Cette note du 25 janvier 1831, que la Conférence se crut obligée de restituer (protocole n° 13, du 27 janvier 1831) démontre que le gouvernement hollandais a entendu, dès le principe des négociations, appliquer le droit de postliminii de 1790 aux questions de navigation comme aux questions de limites; il l'a déclaré par la suite, dans son mémoire du 14 décembre 1831, en réponse aux vingt-quatre articles:

«Quant à la navigation de l'Escaut, le gouvernement des PaysBas n'a jamais eu l'intention de l'entraver, sinon lorsque la défense du royaume pendant la guerre le commanderait temporairement; et, bien que, par la séparation de la Hollande et de la Belgique, l'article 14 du traité de Munster ait repris vigueur, la Hollande considère la liberté de l'Escaut comme la conséquence immédiate d'un traité équitable de séparation. Elle est prête à s'engager à fixer les droits de pilotage de l'Escaut à un taux modéré et à veiller à la conservation des passes dudit fleuve, et elle ne se refusera pas à adopter provisoirement pour l'Escaut les tarifs de la convention du Rhin du 31 mars 1831. »

Il est à remarquer que la Conférence, qui avait restitué la note hollandaise du 25 janvier 1831, a, dans son mémoire du 4 janvier 1832, laissé sans réponse le passage que nous venons de citer du mémoire hollandais du 14 décembre 1831: prétérition dont la Hollande a su tirer parti.

Nous n'ignorons pas que même l'article 9 du traité du 15 novembre peut laisser quelque chose à désirer; toutefois, les intentions de la Conférence ne sont pas douteuses, et l'esprit de l'article même est facile à saisir.

La Conférence et la Hollande sont parties de deux principes opposés :

La Hollande en invoquant le postliminium de 1790 s'attribue la souveraineté exclusive de l'Escaut, et, comme conséquences, le pilotage, le balisage, la conservation des passes, la pêche, la fixation des droits de pilotage et de balisage. (Voir l'article 7 du projet du 30 juin.)

La Conférence, en se fondant sur le principe des traités de 1815, attribue à la Hollande et à la Belgique concurremment la souveraineté du fleuve; et, en conséquence, elle soumet le pilotage, le balisage, la conservation des passes à une surveillance commune, et déclare que les droits de pilotage seront fixés par une commission mixte, et que la pêche sera commune aux deux pays.

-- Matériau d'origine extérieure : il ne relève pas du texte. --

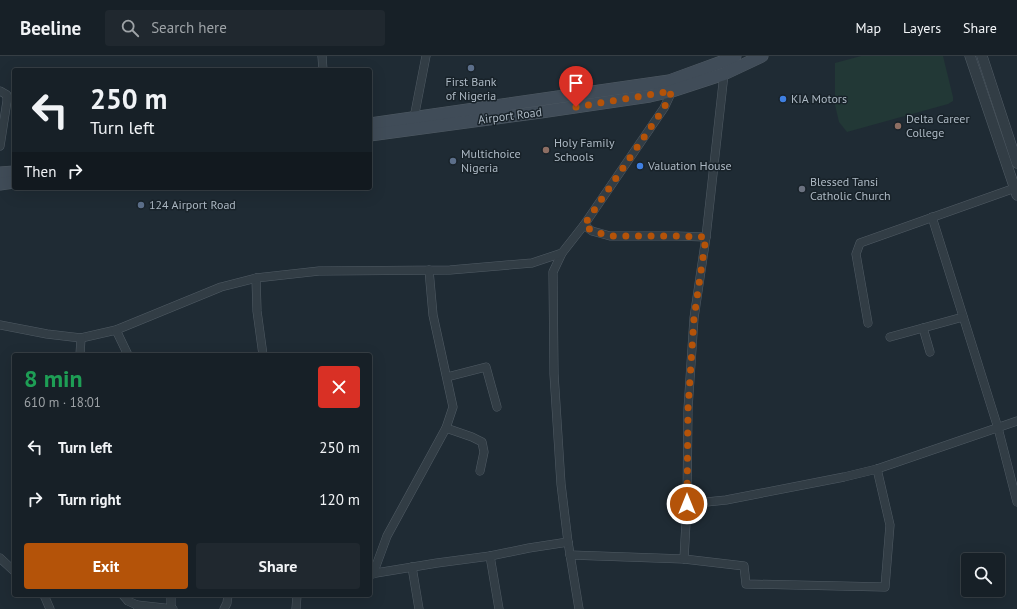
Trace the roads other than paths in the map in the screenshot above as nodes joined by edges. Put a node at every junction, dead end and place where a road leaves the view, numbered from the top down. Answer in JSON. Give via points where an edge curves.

Dans le système hollandais, la participation de la Belgique à la navigation de l'Escaut est un acte de pure tolérance;

Dans le système de la Conférence, c'est un acte de co-souveraineté.

On voit par cet exposé que la différence entre les deux principes est immense; il n'y a pas de conciliation possible; il faut rester tout entier dans l'un ou l'autre système.

Les vingt-quatre articles du 15 octobre et le traité du 15 novembre ne font aucune mention de droits de péage sur l'Escaut, ou du moins n'y assujettissent pas formellement ce fleuve; de sorte que, dans la supposition même qu'il pût y avoir doute, comme tout doit se faire de commun accord, l'opinion négative de la Belgique eût suffi pour empêcher l'établissement d'un péage. La Hollande par son projet du 30 juin avait admis la nécessité d'un péage, en s'attribuant exclusivement le droit de le fixer et en adoptant provisoirement les tarifs de la convention de Mayence du 31 mars 1831; on a vu qu'elle avait déjà fait cette proposition dans son mémoire du 14 décembre 1831.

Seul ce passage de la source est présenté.